Problem requirements - The answer must consist of every line in the records below that contains the string "日本平中央線".

== Data for analysis

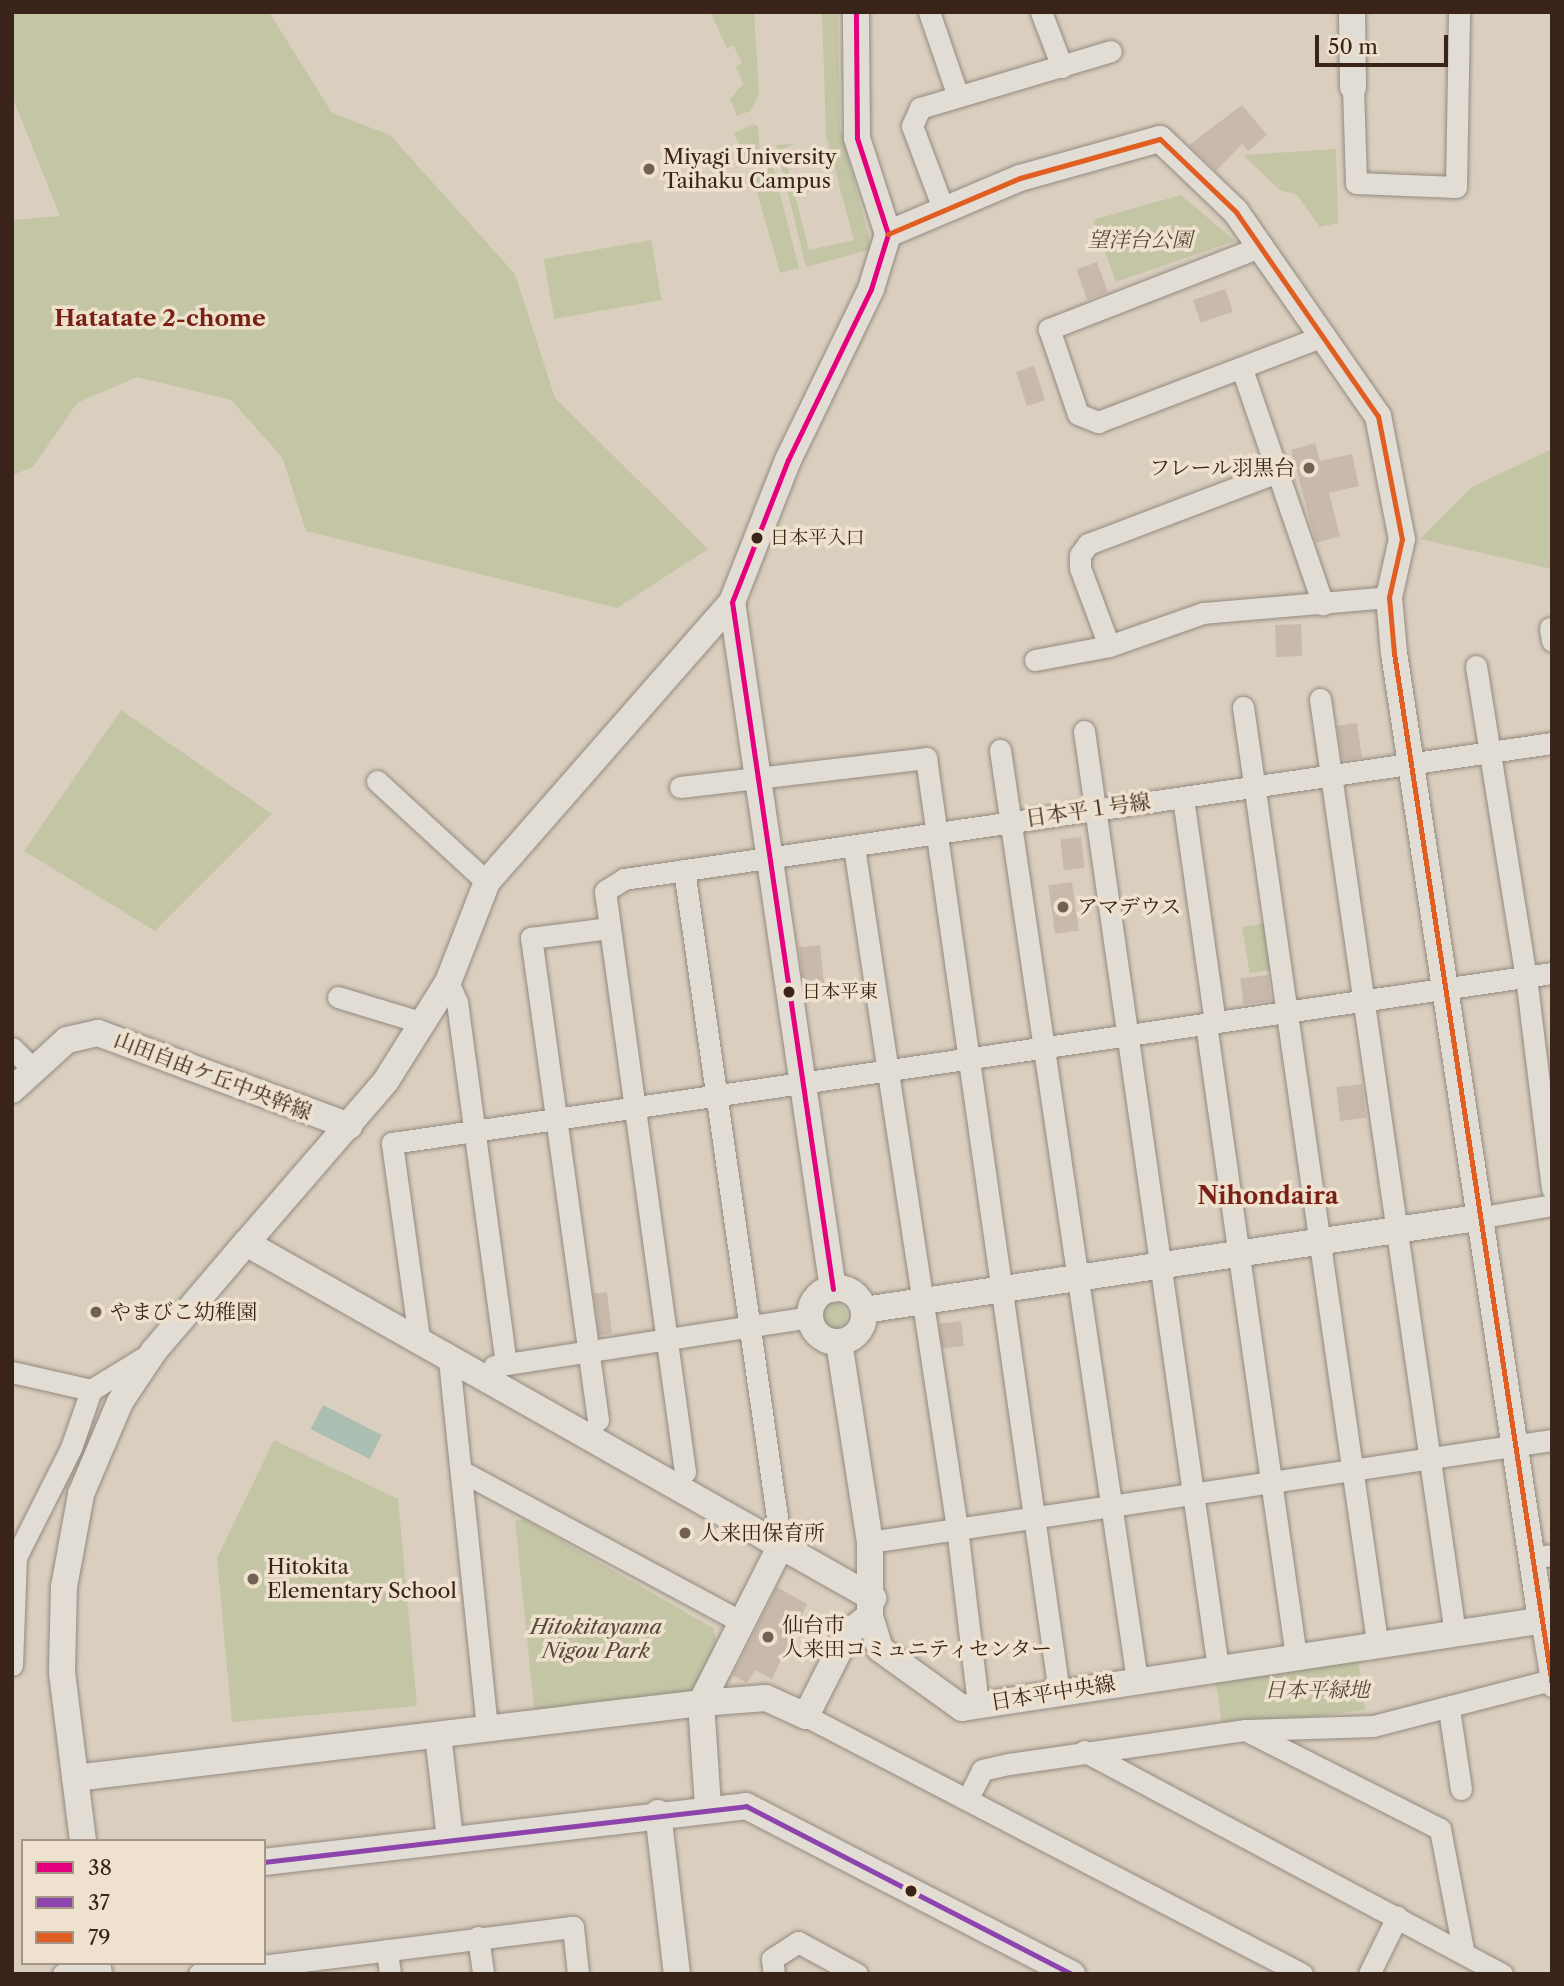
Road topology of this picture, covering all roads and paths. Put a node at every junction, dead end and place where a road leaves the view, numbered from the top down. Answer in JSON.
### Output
{"nodes":[{"id":1,"x":856,"y":12,"type":"edge"},
{"id":2,"x":929,"y":12,"type":"edge"},
{"id":3,"x":1041,"y":12,"type":"edge"},
{"id":4,"x":1352,"y":12,"type":"edge"},
{"id":5,"x":1459,"y":12,"type":"edge"},
{"id":6,"x":1111,"y":51,"type":"dead end"},
{"id":7,"x":1062,"y":67,"type":"junction"},
{"id":8,"x":1353,"y":88,"type":"joint"},
{"id":9,"x":958,"y":96,"type":"junction"},
{"id":10,"x":944,"y":211,"type":"junction"},
{"id":11,"x":888,"y":233,"type":"junction"},
{"id":12,"x":1262,"y":246,"type":"junction"},
{"id":13,"x":1323,"y":336,"type":"junction"},
{"id":14,"x":1242,"y":369,"type":"junction"},
{"id":15,"x":1276,"y":473,"type":"junction"},
{"id":16,"x":1389,"y":597,"type":"junction"},
{"id":17,"x":732,"y":602,"type":"junction"},
{"id":18,"x":1323,"y":604,"type":"junction"},
{"id":19,"x":1109,"y":646,"type":"junction"},
{"id":20,"x":1035,"y":660,"type":"dead end"},
{"id":21,"x":1476,"y":666,"type":"dead end"},
{"id":22,"x":1320,"y":699,"type":"dead end"},
{"id":23,"x":1244,"y":707,"type":"dead end"},
{"id":24,"x":1084,"y":731,"type":"dead end"},
{"id":25,"x":1552,"y":743,"type":"edge"},
{"id":26,"x":1000,"y":750,"type":"dead end"},
{"id":27,"x":1491,"y":752,"type":"junction"},
{"id":28,"x":1411,"y":764,"type":"junction"},
{"id":29,"x":1332,"y":777,"type":"junction"},
{"id":30,"x":760,"y":778,"type":"junction"},
{"id":31,"x":377,"y":781,"type":"dead end"},
{"id":32,"x":1255,"y":786,"type":"junction"},
{"id":33,"x":680,"y":787,"type":"dead end"},
{"id":34,"x":1183,"y":798,"type":"junction"},
{"id":35,"x":1093,"y":809,"type":"junction"},
{"id":36,"x":1012,"y":821,"type":"junction"},
{"id":37,"x":934,"y":833,"type":"junction"},
{"id":38,"x":854,"y":847,"type":"junction"},
{"id":39,"x":771,"y":859,"type":"junction"},
{"id":40,"x":684,"y":870,"type":"junction"},
{"id":41,"x":487,"y":882,"type":"junction"},
{"id":42,"x":609,"y":928,"type":"junction"},
{"id":43,"x":1552,"y":973,"type":"edge"},
{"id":44,"x":1526,"y":977,"type":"junction"},
{"id":45,"x":448,"y":982,"type":"junction"},
{"id":46,"x":1444,"y":988,"type":"junction"},
{"id":47,"x":338,"y":997,"type":"dead end"},
{"id":48,"x":1364,"y":1000,"type":"junction"},
{"id":49,"x":1287,"y":1012,"type":"junction"},
{"id":50,"x":423,"y":1023,"type":"junction"},
{"id":51,"x":1210,"y":1024,"type":"junction"},
{"id":52,"x":1124,"y":1035,"type":"junction"},
{"id":53,"x":1043,"y":1046,"type":"junction"},
{"id":54,"x":12,"y":1048,"type":"edge"},
{"id":55,"x":964,"y":1057,"type":"junction"},
{"id":56,"x":34,"y":1070,"type":"junction"},
{"id":57,"x":889,"y":1070,"type":"junction"},
{"id":58,"x":801,"y":1083,"type":"junction"},
{"id":59,"x":12,"y":1090,"type":"edge"},
{"id":60,"x":716,"y":1096,"type":"junction"},
{"id":61,"x":635,"y":1107,"type":"junction"},
{"id":62,"x":556,"y":1118,"type":"junction"},
{"id":63,"x":349,"y":1126,"type":"junction"},
{"id":64,"x":475,"y":1130,"type":"junction"},
{"id":65,"x":1552,"y":1188,"type":"edge"},
{"id":66,"x":1552,"y":1205,"type":"edge"},
{"id":67,"x":1477,"y":1218,"type":"junction"},
{"id":68,"x":1397,"y":1230,"type":"junction"},
{"id":69,"x":1317,"y":1242,"type":"junction"},
{"id":70,"x":246,"y":1243,"type":"junction"},
{"id":71,"x":1241,"y":1254,"type":"junction"},
{"id":72,"x":1159,"y":1264,"type":"junction"},
{"id":73,"x":1080,"y":1278,"type":"junction"},
{"id":74,"x":833,"y":1289,"type":"junction"},
{"id":75,"x":1001,"y":1291,"type":"junction"},
{"id":76,"x":922,"y":1301,"type":"junction"},
{"id":77,"x":863,"y":1310,"type":"junction"},
{"id":78,"x":810,"y":1317,"type":"junction"},
{"id":79,"x":750,"y":1327,"type":"junction"},
{"id":80,"x":419,"y":1338,"type":"junction"},
{"id":81,"x":667,"y":1341,"type":"junction"},
{"id":82,"x":839,"y":1342,"type":"junction"},
{"id":83,"x":154,"y":1352,"type":"junction"},
{"id":84,"x":590,"y":1353,"type":"junction"},
{"id":85,"x":506,"y":1364,"type":"junction"},
{"id":86,"x":458,"y":1365,"type":"junction"},
{"id":87,"x":12,"y":1372,"type":"edge"},
{"id":88,"x":91,"y":1390,"type":"junction"},
{"id":89,"x":597,"y":1420,"type":"dead end"},
{"id":90,"x":1552,"y":1440,"type":"edge"},
{"id":91,"x":1511,"y":1445,"type":"junction"},
{"id":92,"x":1429,"y":1456,"type":"junction"},
{"id":93,"x":1352,"y":1467,"type":"junction"},
{"id":94,"x":463,"y":1472,"type":"junction"},
{"id":95,"x":685,"y":1472,"type":"dead end"},
{"id":96,"x":1273,"y":1481,"type":"junction"},
{"id":97,"x":1191,"y":1492,"type":"junction"},
{"id":98,"x":1114,"y":1502,"type":"junction"},
{"id":99,"x":1036,"y":1516,"type":"junction"},
{"id":100,"x":957,"y":1528,"type":"junction"},
{"id":101,"x":870,"y":1542,"type":"junction"},
{"id":102,"x":781,"y":1545,"type":"junction"},
{"id":103,"x":1540,"y":1556,"type":"edge"},
{"id":104,"x":872,"y":1607,"type":"junction"},
{"id":105,"x":1546,"y":1619,"type":"edge"},
{"id":106,"x":741,"y":1622,"type":"junction"},
{"id":107,"x":1455,"y":1633,"type":"junction"},
{"id":108,"x":1377,"y":1642,"type":"junction"},
{"id":109,"x":1296,"y":1656,"type":"junction"},
{"id":110,"x":12,"y":1665,"type":"edge"},
{"id":111,"x":1218,"y":1668,"type":"junction"},
{"id":112,"x":1137,"y":1680,"type":"junction"},
{"id":113,"x":1551,"y":1683,"type":"edge"},
{"id":114,"x":1059,"y":1692,"type":"junction"},
{"id":115,"x":701,"y":1703,"type":"junction"},
{"id":116,"x":978,"y":1705,"type":"junction"},
{"id":117,"x":1449,"y":1709,"type":"junction"},
{"id":118,"x":806,"y":1716,"type":"junction"},
{"id":119,"x":487,"y":1729,"type":"junction"},
{"id":120,"x":1246,"y":1730,"type":"junction"},
{"id":121,"x":438,"y":1735,"type":"junction"},
{"id":122,"x":1084,"y":1751,"type":"junction"},
{"id":123,"x":75,"y":1778,"type":"junction"},
{"id":124,"x":1461,"y":1789,"type":"dead end"},
{"id":125,"x":968,"y":1798,"type":"junction"},
{"id":126,"x":708,"y":1806,"type":"junction"},
{"id":127,"x":658,"y":1813,"type":"junction"},
{"id":128,"x":450,"y":1838,"type":"junction"},
{"id":129,"x":83,"y":1839,"type":"edge"},
{"id":130,"x":266,"y":1862,"type":"edge"},
{"id":131,"x":1397,"y":1917,"type":"junction"},
{"id":132,"x":478,"y":1937,"type":"junction"},
{"id":133,"x":387,"y":1950,"type":"junction"},
{"id":134,"x":1463,"y":1950,"type":"junction"},
{"id":135,"x":87,"y":1965,"type":"edge"},
{"id":136,"x":294,"y":1967,"type":"edge"},
{"id":137,"x":63,"y":1974,"type":"edge"},
{"id":138,"x":200,"y":1974,"type":"edge"},
{"id":139,"x":390,"y":1974,"type":"edge"},
{"id":140,"x":482,"y":1974,"type":"edge"},
{"id":141,"x":578,"y":1974,"type":"edge"},
{"id":142,"x":677,"y":1974,"type":"edge"},
{"id":143,"x":774,"y":1974,"type":"edge"},
{"id":144,"x":857,"y":1974,"type":"edge"},
{"id":145,"x":1072,"y":1974,"type":"edge"},
{"id":146,"x":1302,"y":1974,"type":"edge"},
{"id":147,"x":1369,"y":1974,"type":"edge"},
{"id":148,"x":1502,"y":1974,"type":"edge"}],
"edges":[{"from":1,"to":11,"type":"street"},
{"from":2,"to":9,"type":"street"},
{"from":3,"to":7,"type":"street"},
{"from":4,"to":8,"type":"street"},
{"from":5,"to":8,"type":"street"},
{"from":6,"to":7,"type":"street"},
{"from":7,"to":9,"type":"street"},
{"from":9,"to":10,"type":"street"},
{"from":10,"to":11,"type":"street"},
{"from":10,"to":12,"type":"street"},
{"from":11,"to":17,"type":"street"},
{"from":12,"to":13,"type":"street"},
{"from":12,"to":14,"type":"street"},
{"from":13,"to":14,"type":"street"},
{"from":13,"to":16,"type":"street"},
{"from":14,"to":15,"type":"street"},
{"from":15,"to":18,"type":"street"},
{"from":15,"to":19,"type":"street"},
{"from":16,"to":18,"type":"street"},
{"from":16,"to":28,"type":"street"},
{"from":17,"to":30,"type":"street"},
{"from":17,"to":41,"type":"street"},
{"from":18,"to":19,"type":"street"},
{"from":19,"to":20,"type":"street"},
{"from":21,"to":27,"type":"street"},
{"from":22,"to":29,"type":"street"},
{"from":23,"to":32,"type":"street"},
{"from":24,"to":35,"type":"street"},
{"from":25,"to":27,"type":"street","name":"日本平１号線"},
{"from":26,"to":36,"type":"street"},
{"from":27,"to":28,"type":"street","name":"日本平１号線"},
{"from":27,"to":44,"type":"street"},
{"from":28,"to":29,"type":"street","name":"日本平１号線"},
{"from":28,"to":46,"type":"street"},
{"from":29,"to":32,"type":"street","name":"日本平１号線"},
{"from":29,"to":48,"type":"street"},
{"from":30,"to":33,"type":"street"},
{"from":30,"to":37,"type":"street"},
{"from":30,"to":39,"type":"street"},
{"from":31,"to":41,"type":"street"},
{"from":32,"to":34,"type":"street","name":"日本平１号線"},
{"from":32,"to":49,"type":"street"},
{"from":34,"to":35,"type":"street","name":"日本平１号線"},
{"from":34,"to":51,"type":"street"},
{"from":35,"to":36,"type":"street","name":"日本平１号線"},
{"from":35,"to":52,"type":"street"},
{"from":36,"to":37,"type":"street","name":"日本平１号線"},
{"from":36,"to":53,"type":"street"},
{"from":37,"to":38,"type":"street","name":"日本平１号線"},
{"from":37,"to":55,"type":"street"},
{"from":38,"to":39,"type":"street","name":"日本平１号線"},
{"from":38,"to":57,"type":"street"},
{"from":39,"to":40,"type":"street","name":"日本平１号線"},
{"from":39,"to":58,"type":"street"},
{"from":40,"to":42,"type":"street","name":"日本平１号線"},
{"from":40,"to":60,"type":"street"},
{"from":41,"to":45,"type":"street"},
{"from":42,"to":61,"type":"street"},
{"from":42,"to":62,"type":"street"},
{"from":43,"to":44,"type":"street"},
{"from":44,"to":46,"type":"street"},
{"from":44,"to":65,"type":"street"},
{"from":45,"to":50,"type":"street"},
{"from":45,"to":64,"type":"street"},
{"from":46,"to":48,"type":"street"},
{"from":46,"to":67,"type":"street"},
{"from":47,"to":50,"type":"street"},
{"from":48,"to":49,"type":"street"},
{"from":48,"to":68,"type":"street"},
{"from":49,"to":51,"type":"street"},
{"from":49,"to":69,"type":"street"},
{"from":50,"to":63,"type":"street"},
{"from":51,"to":52,"type":"street"},
{"from":51,"to":71,"type":"street"},
{"from":52,"to":53,"type":"street"},
{"from":52,"to":72,"type":"street"},
{"from":53,"to":55,"type":"street"},
{"from":53,"to":73,"type":"street"},
{"from":54,"to":56,"type":"street"},
{"from":55,"to":57,"type":"street"},
{"from":55,"to":75,"type":"street"},
{"from":56,"to":59,"type":"street","name":"山田自由ケ丘中央幹線"},
{"from":56,"to":63,"type":"street","name":"山田自由ケ丘中央幹線"},
{"from":57,"to":58,"type":"street"},
{"from":57,"to":76,"type":"street"},
{"from":58,"to":60,"type":"street"},
{"from":58,"to":74,"type":"street"},
{"from":60,"to":61,"type":"street"},
{"from":60,"to":79,"type":"street"},
{"from":61,"to":62,"type":"street"},
{"from":61,"to":81,"type":"street"},
{"from":62,"to":64,"type":"street"},
{"from":62,"to":84,"type":"street"},
{"from":63,"to":70,"type":"street"},
{"from":64,"to":80,"type":"street"},
{"from":64,"to":85,"type":"street"},
{"from":66,"to":67,"type":"street"},
{"from":67,"to":68,"type":"street"},
{"from":67,"to":91,"type":"street"},
{"from":68,"to":69,"type":"street"},
{"from":68,"to":92,"type":"street"},
{"from":69,"to":71,"type":"street"},
{"from":69,"to":93,"type":"street"},
{"from":70,"to":80,"type":"street"},
{"from":70,"to":83,"type":"street"},
{"from":71,"to":72,"type":"street"},
{"from":71,"to":96,"type":"street"},
{"from":72,"to":73,"type":"street"},
{"from":72,"to":97,"type":"street"},
{"from":73,"to":75,"type":"street"},
{"from":73,"to":98,"type":"street"},
{"from":74,"to":77,"type":"street"},
{"from":74,"to":78,"type":"street"},
{"from":75,"to":76,"type":"street"},
{"from":75,"to":99,"type":"street"},
{"from":76,"to":77,"type":"street"},
{"from":76,"to":100,"type":"street"},
{"from":77,"to":82,"type":"street"},
{"from":78,"to":79,"type":"street"},
{"from":78,"to":82,"type":"street"},
{"from":79,"to":81,"type":"street"},
{"from":79,"to":102,"type":"street"},
{"from":80,"to":86,"type":"street"},
{"from":81,"to":84,"type":"street"},
{"from":81,"to":95,"type":"street"},
{"from":82,"to":101,"type":"street","name":"日本平中央線"},
{"from":83,"to":88,"type":"street"},
{"from":83,"to":123,"type":"street"},
{"from":84,"to":85,"type":"street"},
{"from":84,"to":89,"type":"street"},
{"from":85,"to":86,"type":"street"},
{"from":86,"to":94,"type":"street"},
{"from":86,"to":102,"type":"street"},
{"from":87,"to":88,"type":"street"},
{"from":88,"to":110,"type":"street"},
{"from":90,"to":91,"type":"street"},
{"from":91,"to":92,"type":"street"},
{"from":91,"to":103,"type":"street"},
{"from":92,"to":93,"type":"street"},
{"from":92,"to":107,"type":"street"},
{"from":93,"to":96,"type":"street"},
{"from":93,"to":108,"type":"street"},
{"from":94,"to":106,"type":"street"},
{"from":94,"to":119,"type":"street"},
{"from":96,"to":97,"type":"street"},
{"from":96,"to":109,"type":"street"},
{"from":97,"to":98,"type":"street"},
{"from":97,"to":111,"type":"street"},
{"from":98,"to":99,"type":"street"},
{"from":98,"to":112,"type":"street"},
{"from":99,"to":100,"type":"street"},
{"from":99,"to":114,"type":"street"},
{"from":100,"to":101,"type":"street"},
{"from":100,"to":116,"type":"street"},
{"from":101,"to":104,"type":"street","name":"日本平中央線"},
{"from":102,"to":104,"type":"street"},
{"from":102,"to":106,"type":"street"},
{"from":103,"to":105,"type":"street"},
{"from":104,"to":116,"type":"street","name":"日本平中央線"},
{"from":104,"to":118,"type":"street"},
{"from":105,"to":107,"type":"street","name":"日本平中央線"},
{"from":105,"to":113,"type":"street"},
{"from":106,"to":115,"type":"street"},
{"from":107,"to":108,"type":"street","name":"日本平中央線"},
{"from":108,"to":109,"type":"street","name":"日本平中央線"},
{"from":109,"to":111,"type":"street","name":"日本平中央線"},
{"from":111,"to":112,"type":"street","name":"日本平中央線"},
{"from":112,"to":114,"type":"street","name":"日本平中央線"},
{"from":113,"to":117,"type":"street"},
{"from":114,"to":116,"type":"street","name":"日本平中央線"},
{"from":115,"to":118,"type":"street"},
{"from":115,"to":119,"type":"street"},
{"from":115,"to":126,"type":"street"},
{"from":117,"to":120,"type":"street"},
{"from":117,"to":124,"type":"street"},
{"from":118,"to":125,"type":"street"},
{"from":119,"to":121,"type":"street"},
{"from":120,"to":122,"type":"street"},
{"from":120,"to":134,"type":"street"},
{"from":121,"to":123,"type":"street"},
{"from":121,"to":128,"type":"street"},
{"from":122,"to":125,"type":"street"},
{"from":122,"to":131,"type":"street"},
{"from":123,"to":129,"type":"street"},
{"from":125,"to":146,"type":"street"},
{"from":126,"to":127,"type":"street"},
{"from":126,"to":145,"type":"street"},
{"from":127,"to":128,"type":"street"},
{"from":127,"to":142,"type":"street"},
{"from":128,"to":130,"type":"street"},
{"from":131,"to":134,"type":"street"},
{"from":131,"to":147,"type":"street"},
{"from":132,"to":133,"type":"street"},
{"from":132,"to":140,"type":"street"},
{"from":132,"to":141,"type":"street"},
{"from":133,"to":136,"type":"street"},
{"from":133,"to":139,"type":"street"},
{"from":134,"to":148,"type":"street"},
{"from":135,"to":137,"type":"street"},
{"from":136,"to":138,"type":"street"},
{"from":143,"to":144,"type":"street"}]}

====

Problem solution -
{"from":82,"to":101,"type":"street","name":"日本平中央線"},
{"from":101,"to":104,"type":"street","name":"日本平中央線"},
{"from":104,"to":116,"type":"street","name":"日本平中央線"},
{"from":105,"to":107,"type":"street","name":"日本平中央線"},
{"from":107,"to":108,"type":"street","name":"日本平中央線"},
{"from":108,"to":109,"type":"street","name":"日本平中央線"},
{"from":109,"to":111,"type":"street","name":"日本平中央線"},
{"from":111,"to":112,"type":"street","name":"日本平中央線"},
{"from":112,"to":114,"type":"street","name":"日本平中央線"},
{"from":114,"to":116,"type":"street","name":"日本平中央線"},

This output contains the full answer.